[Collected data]
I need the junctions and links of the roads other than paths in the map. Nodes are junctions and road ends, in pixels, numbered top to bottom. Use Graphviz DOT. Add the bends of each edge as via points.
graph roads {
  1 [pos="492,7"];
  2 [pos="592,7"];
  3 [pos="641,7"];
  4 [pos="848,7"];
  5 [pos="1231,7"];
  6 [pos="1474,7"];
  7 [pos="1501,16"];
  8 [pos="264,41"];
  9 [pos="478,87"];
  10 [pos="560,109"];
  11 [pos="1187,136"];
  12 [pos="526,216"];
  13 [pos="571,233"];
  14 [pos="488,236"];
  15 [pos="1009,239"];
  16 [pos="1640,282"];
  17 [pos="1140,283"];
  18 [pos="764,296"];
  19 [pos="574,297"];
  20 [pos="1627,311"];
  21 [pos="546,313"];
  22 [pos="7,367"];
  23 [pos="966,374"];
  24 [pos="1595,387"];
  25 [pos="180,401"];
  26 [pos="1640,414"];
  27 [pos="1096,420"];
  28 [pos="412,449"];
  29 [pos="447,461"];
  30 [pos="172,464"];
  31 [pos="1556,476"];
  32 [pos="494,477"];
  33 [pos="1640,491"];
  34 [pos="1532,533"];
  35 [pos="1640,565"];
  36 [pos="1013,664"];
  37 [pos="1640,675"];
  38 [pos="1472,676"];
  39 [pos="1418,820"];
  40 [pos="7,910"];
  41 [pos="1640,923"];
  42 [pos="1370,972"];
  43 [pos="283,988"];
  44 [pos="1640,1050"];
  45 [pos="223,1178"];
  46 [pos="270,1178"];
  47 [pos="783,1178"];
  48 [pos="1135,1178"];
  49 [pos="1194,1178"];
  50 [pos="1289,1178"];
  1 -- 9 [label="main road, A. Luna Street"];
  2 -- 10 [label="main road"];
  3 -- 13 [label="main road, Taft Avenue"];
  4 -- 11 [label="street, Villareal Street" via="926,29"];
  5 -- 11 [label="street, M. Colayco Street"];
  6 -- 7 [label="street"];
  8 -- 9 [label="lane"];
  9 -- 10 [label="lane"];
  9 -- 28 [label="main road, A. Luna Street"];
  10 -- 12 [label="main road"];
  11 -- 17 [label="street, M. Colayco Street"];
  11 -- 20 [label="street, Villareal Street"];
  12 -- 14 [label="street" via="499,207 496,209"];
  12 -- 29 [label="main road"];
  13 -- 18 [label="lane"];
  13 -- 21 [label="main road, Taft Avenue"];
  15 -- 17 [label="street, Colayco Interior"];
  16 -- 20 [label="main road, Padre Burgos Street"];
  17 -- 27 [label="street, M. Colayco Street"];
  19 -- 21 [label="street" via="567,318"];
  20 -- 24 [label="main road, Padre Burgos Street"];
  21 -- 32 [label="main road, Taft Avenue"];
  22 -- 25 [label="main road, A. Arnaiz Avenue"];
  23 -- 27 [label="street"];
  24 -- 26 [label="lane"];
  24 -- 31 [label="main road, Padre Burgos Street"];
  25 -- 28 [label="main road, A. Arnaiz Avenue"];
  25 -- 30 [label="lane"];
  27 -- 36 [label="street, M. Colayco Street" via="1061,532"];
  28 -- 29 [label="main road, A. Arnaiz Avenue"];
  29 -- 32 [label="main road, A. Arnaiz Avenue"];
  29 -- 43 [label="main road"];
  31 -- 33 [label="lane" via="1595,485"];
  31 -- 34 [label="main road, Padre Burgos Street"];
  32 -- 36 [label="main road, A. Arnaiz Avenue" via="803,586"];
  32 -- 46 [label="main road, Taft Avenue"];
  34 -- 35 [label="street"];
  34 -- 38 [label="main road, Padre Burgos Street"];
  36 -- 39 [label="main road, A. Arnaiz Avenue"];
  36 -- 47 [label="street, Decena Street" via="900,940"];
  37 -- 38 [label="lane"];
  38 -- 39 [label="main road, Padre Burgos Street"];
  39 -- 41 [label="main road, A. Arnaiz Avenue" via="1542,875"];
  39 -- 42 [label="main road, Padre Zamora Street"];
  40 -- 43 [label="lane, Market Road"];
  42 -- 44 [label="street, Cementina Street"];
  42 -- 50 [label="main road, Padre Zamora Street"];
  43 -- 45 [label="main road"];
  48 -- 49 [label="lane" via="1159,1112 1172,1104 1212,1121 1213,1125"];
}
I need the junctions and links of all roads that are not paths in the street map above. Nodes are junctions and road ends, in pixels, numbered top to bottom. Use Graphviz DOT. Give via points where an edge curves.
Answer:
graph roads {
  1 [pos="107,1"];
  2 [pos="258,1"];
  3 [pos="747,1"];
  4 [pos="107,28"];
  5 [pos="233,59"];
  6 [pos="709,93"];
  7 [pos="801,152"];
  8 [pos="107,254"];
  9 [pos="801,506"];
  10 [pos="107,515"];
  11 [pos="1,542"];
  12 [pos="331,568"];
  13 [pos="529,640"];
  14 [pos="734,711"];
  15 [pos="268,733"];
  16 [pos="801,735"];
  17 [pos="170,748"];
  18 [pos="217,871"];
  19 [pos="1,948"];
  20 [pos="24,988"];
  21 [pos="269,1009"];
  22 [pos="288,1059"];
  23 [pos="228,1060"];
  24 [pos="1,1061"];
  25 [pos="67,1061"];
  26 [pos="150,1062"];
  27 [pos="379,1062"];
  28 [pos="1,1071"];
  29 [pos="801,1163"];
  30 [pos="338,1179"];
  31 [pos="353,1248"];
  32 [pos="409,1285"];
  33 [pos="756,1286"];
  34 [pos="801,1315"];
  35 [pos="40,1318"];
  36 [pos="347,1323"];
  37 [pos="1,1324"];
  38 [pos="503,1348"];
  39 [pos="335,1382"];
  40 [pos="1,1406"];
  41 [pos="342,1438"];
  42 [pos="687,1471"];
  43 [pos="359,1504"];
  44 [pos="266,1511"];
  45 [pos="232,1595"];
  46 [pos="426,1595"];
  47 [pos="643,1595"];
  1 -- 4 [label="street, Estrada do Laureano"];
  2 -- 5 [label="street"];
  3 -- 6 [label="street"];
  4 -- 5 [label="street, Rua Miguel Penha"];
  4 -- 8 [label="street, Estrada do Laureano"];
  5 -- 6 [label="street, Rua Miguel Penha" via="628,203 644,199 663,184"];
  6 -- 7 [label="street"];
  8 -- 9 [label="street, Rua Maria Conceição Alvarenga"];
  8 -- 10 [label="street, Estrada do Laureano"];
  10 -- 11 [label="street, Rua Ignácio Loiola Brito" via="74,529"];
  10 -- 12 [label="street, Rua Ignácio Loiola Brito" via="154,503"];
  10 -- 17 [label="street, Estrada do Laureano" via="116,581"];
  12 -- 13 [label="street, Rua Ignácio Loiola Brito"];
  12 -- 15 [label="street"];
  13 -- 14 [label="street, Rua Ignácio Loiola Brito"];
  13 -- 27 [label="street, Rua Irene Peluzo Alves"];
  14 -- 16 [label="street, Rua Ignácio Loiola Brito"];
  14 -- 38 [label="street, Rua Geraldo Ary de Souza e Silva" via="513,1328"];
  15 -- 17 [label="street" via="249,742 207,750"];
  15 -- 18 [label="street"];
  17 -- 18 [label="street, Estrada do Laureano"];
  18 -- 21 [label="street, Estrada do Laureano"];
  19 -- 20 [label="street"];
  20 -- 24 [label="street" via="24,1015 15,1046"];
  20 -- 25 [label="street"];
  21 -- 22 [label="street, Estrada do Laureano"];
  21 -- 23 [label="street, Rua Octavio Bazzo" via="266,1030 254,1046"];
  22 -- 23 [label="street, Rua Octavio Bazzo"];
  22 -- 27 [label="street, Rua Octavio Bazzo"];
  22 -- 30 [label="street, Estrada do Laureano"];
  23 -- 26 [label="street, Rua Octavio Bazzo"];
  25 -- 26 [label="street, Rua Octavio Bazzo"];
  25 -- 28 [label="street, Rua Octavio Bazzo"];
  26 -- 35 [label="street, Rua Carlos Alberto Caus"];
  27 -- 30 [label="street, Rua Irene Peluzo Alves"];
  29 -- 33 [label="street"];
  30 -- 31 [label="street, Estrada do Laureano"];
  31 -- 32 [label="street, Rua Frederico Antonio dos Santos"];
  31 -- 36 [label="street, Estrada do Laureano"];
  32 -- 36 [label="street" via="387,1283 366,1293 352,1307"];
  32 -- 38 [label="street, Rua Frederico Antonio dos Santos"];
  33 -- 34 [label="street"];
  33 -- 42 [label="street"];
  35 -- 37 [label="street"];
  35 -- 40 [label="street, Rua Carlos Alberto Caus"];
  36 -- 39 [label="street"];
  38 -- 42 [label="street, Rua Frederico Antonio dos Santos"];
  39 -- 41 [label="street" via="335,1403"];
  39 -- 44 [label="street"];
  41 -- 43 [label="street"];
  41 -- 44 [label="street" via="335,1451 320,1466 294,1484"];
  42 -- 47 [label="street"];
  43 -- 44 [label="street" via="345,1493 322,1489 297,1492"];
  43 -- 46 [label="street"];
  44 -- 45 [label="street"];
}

> _The task_
Copy every line from the data that includes the string "links".

> _Answer space_
I need the junctions and links of the roads other than paths in the map. Nodes are junctions and road ends, in pixels, numbered top to bottom. Use Graphviz DOT. Add the bends of each edge as via points.
I need the junctions and links of all roads that are not paths in the street map above. Nodes are junctions and road ends, in pixels, numbered top to bottom. Use Graphviz DOT. Give via points where an edge curves.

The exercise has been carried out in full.